In this regard, the IOC appreciated the granting of an additional deadline to submit nominations for “a new generation of candidates” at an Electoral Congress that has been rescheduled and will now be held on December 20-21.
In this chapter, the IOC has asked the IWF to clarify that the restrictions on the admissibility of candidates from sanctioned member federations also apply to those candidates representing continental federations.
The IOC confirmed that it will “continue to closely monitor” the ongoing investigations undertaken by the World Anti-Doping Agency’s Intelligence and Investigation Department, as well as the results of any other relevant similar process.
The Olympic body revealed that as of today the International Testing Agency (ITA) has not reported any anti-doping rule violations in the weightlifting tournament at the Tokyo Olympics, an element that the IOC will take into account for its upcoming evaluation of the sport.
Weightlifting was one of the five sports that were tested the most along with athletics, water sports, cycling and rowing, according to the ITA’s final report published on its official website.

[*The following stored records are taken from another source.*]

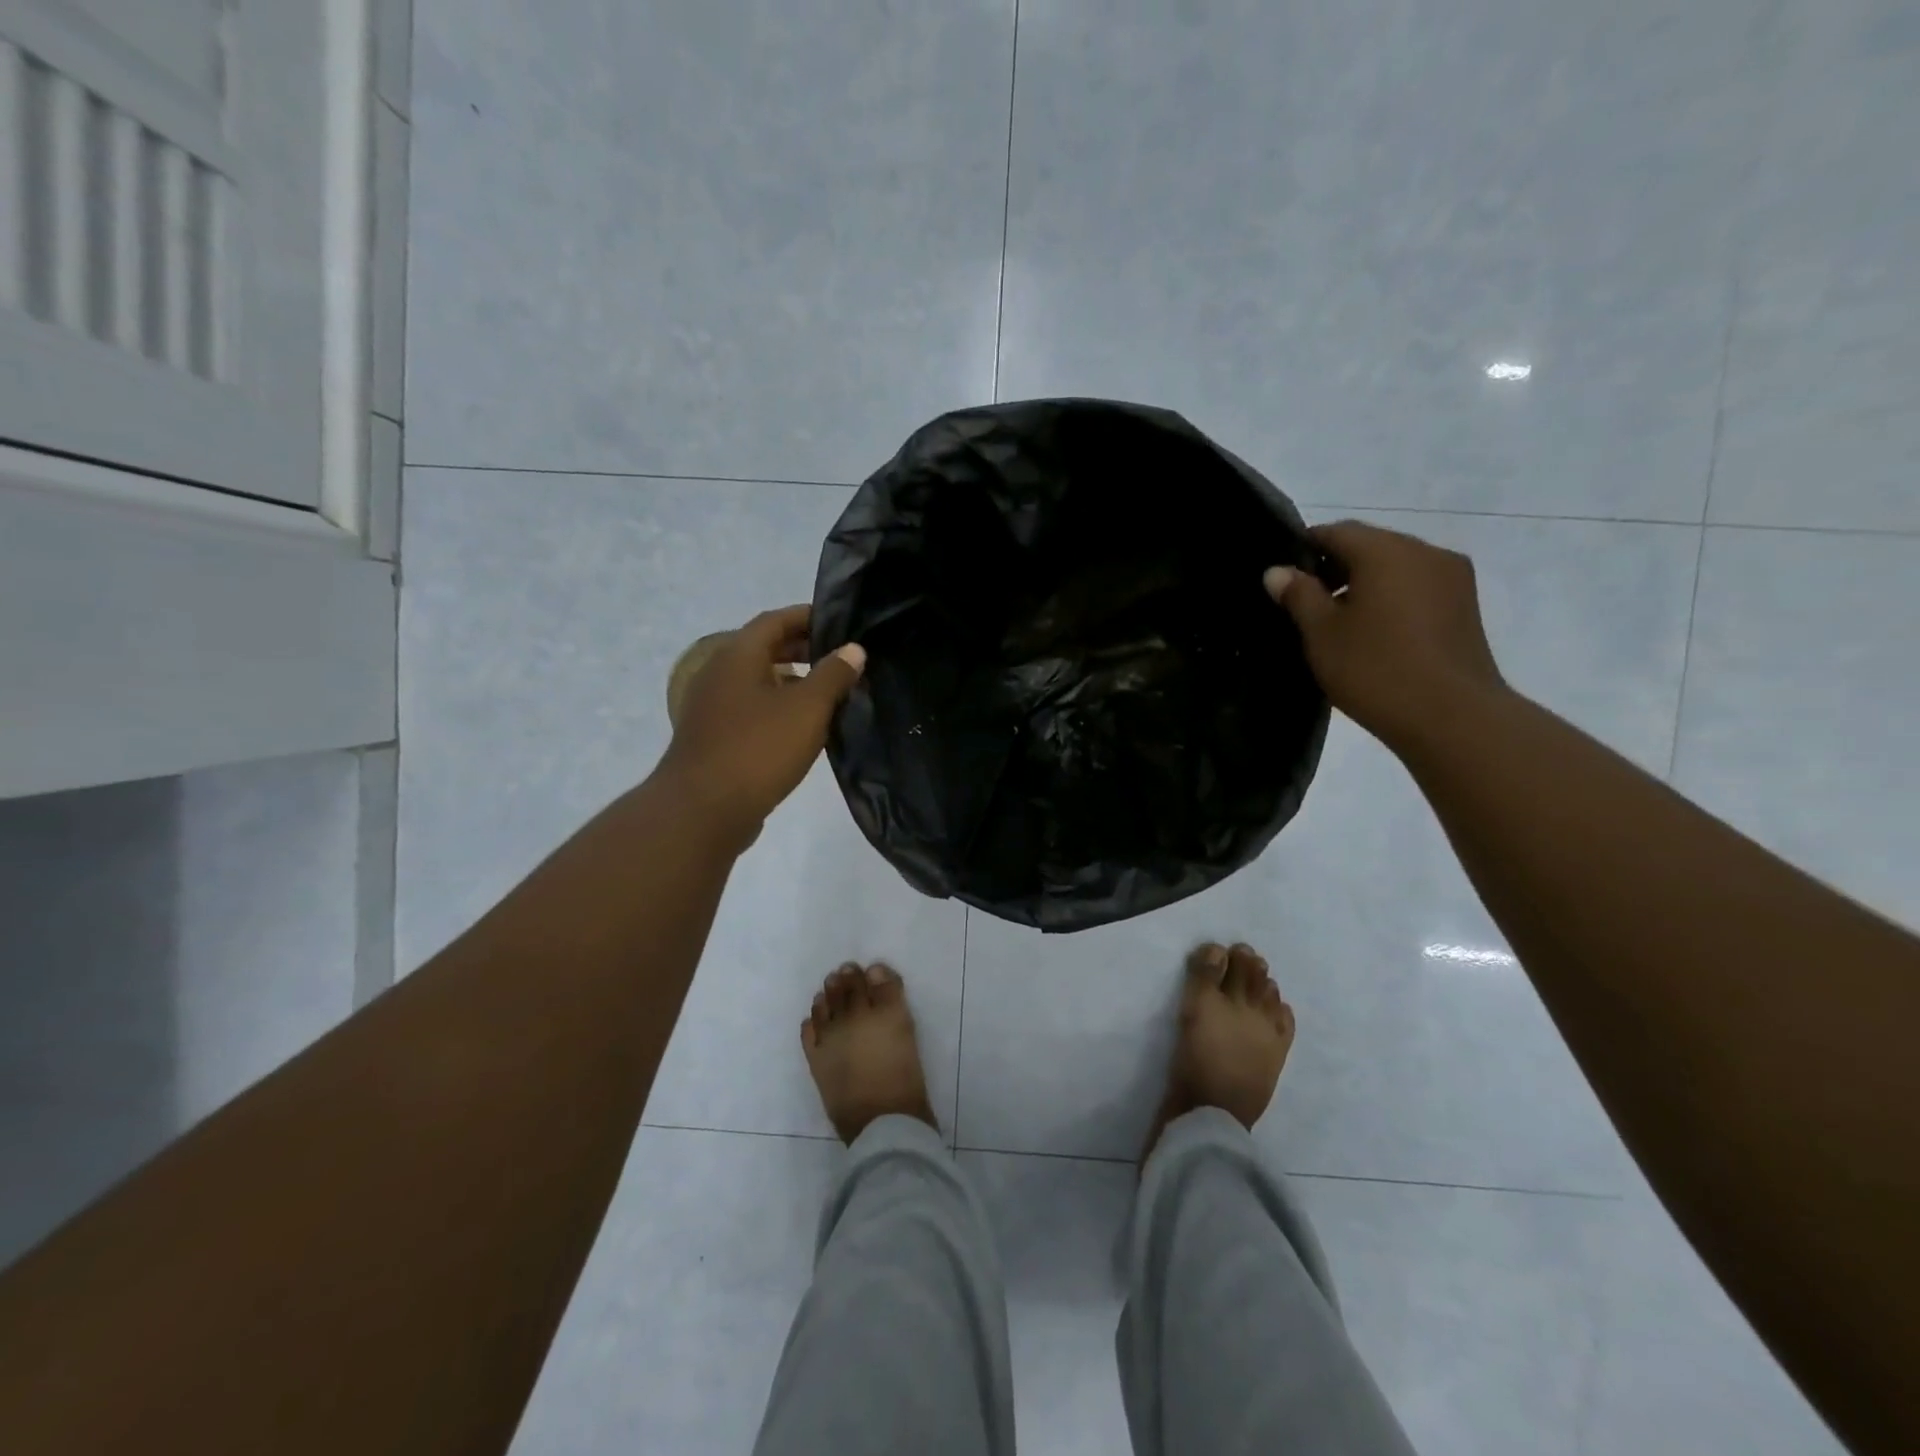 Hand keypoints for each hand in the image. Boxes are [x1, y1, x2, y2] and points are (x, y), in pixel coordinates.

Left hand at [657, 605, 865, 843]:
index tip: (840, 622)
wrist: (702, 811)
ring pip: (757, 680)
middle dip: (802, 648)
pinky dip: (777, 706)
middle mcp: (719, 673)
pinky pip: (750, 708)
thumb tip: (853, 649)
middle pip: (763, 648)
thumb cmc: (758, 749)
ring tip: (828, 693)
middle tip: (840, 658)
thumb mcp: (807, 709)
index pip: (775, 620)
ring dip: (791, 680)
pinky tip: (802, 728)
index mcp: (737, 656)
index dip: (807, 616)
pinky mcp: (713, 737)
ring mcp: (712, 707)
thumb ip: (833, 675)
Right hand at [1264, 521, 1505, 750]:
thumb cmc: (1375, 670)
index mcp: (1386, 551)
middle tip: (1306, 605)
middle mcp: (1425, 552)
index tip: (1283, 579)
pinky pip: (1417, 587)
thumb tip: (1277, 571)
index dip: (1304, 549)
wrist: (1452, 717)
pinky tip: (1375, 633)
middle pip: (1369, 545)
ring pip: (1396, 567)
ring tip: (1340, 624)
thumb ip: (1298, 595)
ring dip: (1365, 584)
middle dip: (1336, 567)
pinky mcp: (1466, 606)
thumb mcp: (1321, 633)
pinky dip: (1392, 598)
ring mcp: (1453, 578)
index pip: (1336, 531) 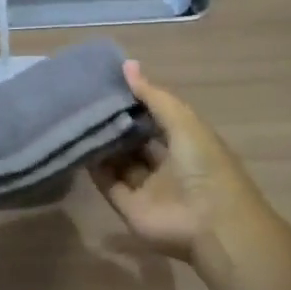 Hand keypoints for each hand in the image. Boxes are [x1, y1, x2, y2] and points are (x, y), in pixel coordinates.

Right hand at [91, 62, 259, 264]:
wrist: (212, 225)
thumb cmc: (205, 166)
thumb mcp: (184, 122)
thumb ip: (154, 96)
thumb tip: (127, 64)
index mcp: (186, 143)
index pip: (157, 118)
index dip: (137, 102)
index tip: (109, 83)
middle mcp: (166, 164)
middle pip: (136, 141)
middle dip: (117, 123)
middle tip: (87, 100)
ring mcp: (147, 188)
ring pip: (119, 162)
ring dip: (103, 144)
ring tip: (78, 119)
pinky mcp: (129, 208)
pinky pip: (108, 184)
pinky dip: (94, 168)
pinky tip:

In the letter, the IOC Executive Board considers that in light of the above-mentioned considerations “it has decided to re-evaluate the situation of the IWF after the next Electoral Congress”.
The IOC also ratified that in consideration of the status of weightlifting in Paris 2024 and subsequent editions of the Olympic Games, it will continue its “follow-up” of the list of decisions that guarantee the change of culture and transparency in this sport with athletes of deserving protagonists of a new IWF.
These athletes have just starred in a memorable tournament with 40 Olympic records, and several historic medals for many countries, despite the pandemic.
In response to the IOC letter, the IWF made public this Friday its response in a message sent to all National Federations signed by the interim president, Michael Irani, and the secretary general, Mohammed Jalood.
The IWF recalled that these letters from the IOC have become “commonplace” since the results of the first post-doping control tests in Beijing 2008 and London 2016, which “caused the problems in our sport and became a source of great concern for the IOC”.
Concern turned into a threat of exclusion of weightlifting from future Olympic Games and three challenges imposed by the IOC to the IWF, as recalled in his letter on Friday:
1 - A comprehensive improvement of governance in the wake of the ARD documentary.
2 - Clean weightlifting competitions at the Tokyo 2020 Olympic Games.
3 - Changes in IWF leadership to demonstrate cultural change.
National Federations will note, says the IWF, that while the IOC would have liked to have seen the new constitution adopted early, it poses no problems with the draft we approved in Doha and online, almost unanimously.
“This constitution is a great start. Implementation is, of course, of vital importance. We are now also looking at adopting more policies and transparency measures to move out of the bottom group of international Olympic federations in terms of governance, as measured by ASOIF. We must ensure a ranking we can be proud of.”
The IWF highlighted the “zero doping” result at the Tokyo Olympic tournament, praised its Olympic Classification System, and underlined the contribution of the ITA and National Federations in sending clean athletes.
In the letter, the IWF acknowledged that the IOC expects more changes in its next leadership to be elected in December based on strict eligibility criteria, a process that will feature new athlete representatives and more women.
“Now, however, is not the time to celebrate having avoided the worst. We must continue to work to achieve the best for our weightlifters. They deserve no less,” the missive noted.
Coinciding with these statements, this Friday the IWF announced that Tashkent, the capital of Uzbekistan, will host both the December 7-17 Senior World Championships - originally scheduled for Lima, Peru - and then three days later the crucial Electoral Congress that will fix the attention of many, especially the IOC.
According to experts, it is likely that the world tournament will also serve as the stage for the elections of a new Athletes’ Commission in a new era.